(Records for this task)
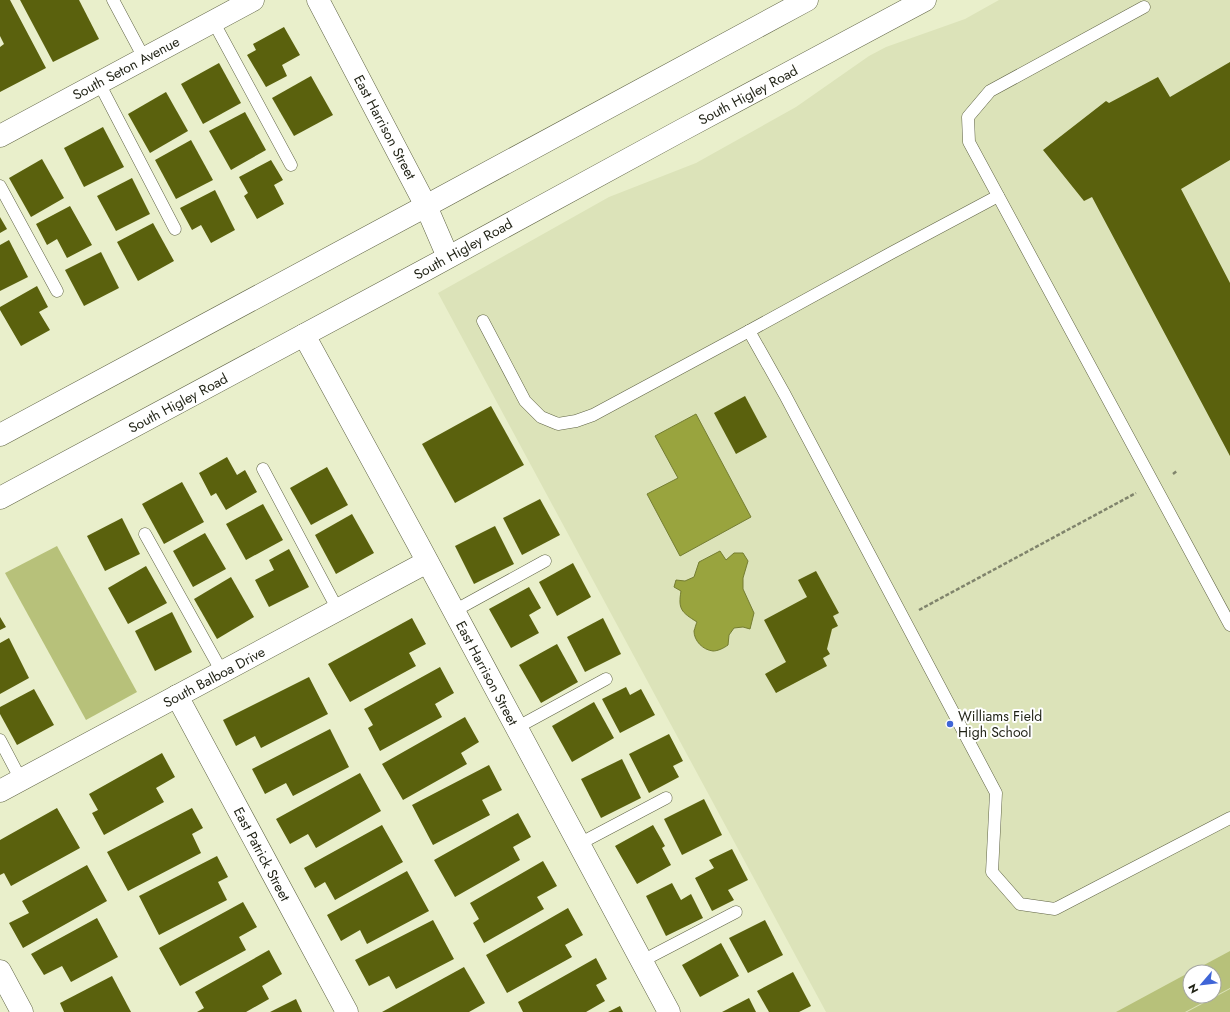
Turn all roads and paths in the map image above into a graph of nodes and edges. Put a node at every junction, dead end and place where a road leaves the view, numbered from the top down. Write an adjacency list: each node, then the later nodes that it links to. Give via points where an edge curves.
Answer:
(End Records for this task)
(Records for this task)
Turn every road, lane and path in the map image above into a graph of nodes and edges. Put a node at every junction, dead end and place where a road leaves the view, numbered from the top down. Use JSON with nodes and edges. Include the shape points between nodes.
(End Records for this task)
What to work on:
Only the lines holding the string "where" are needed; copy each of them from the material above.

Written solution:
Turn all roads and paths in the map image above into a graph of nodes and edges. Put a node at every junction, dead end and place where a road leaves the view, numbered from the top down. Write an adjacency list: each node, then the later nodes that it links to. Give via points where an edge curves.
Turn every road, lane and path in the map image above into a graph of nodes and edges. Put a node at every junction, dead end and place where a road leaves the view, numbered from the top down. Use JSON with nodes and edges. Include the shape points between nodes.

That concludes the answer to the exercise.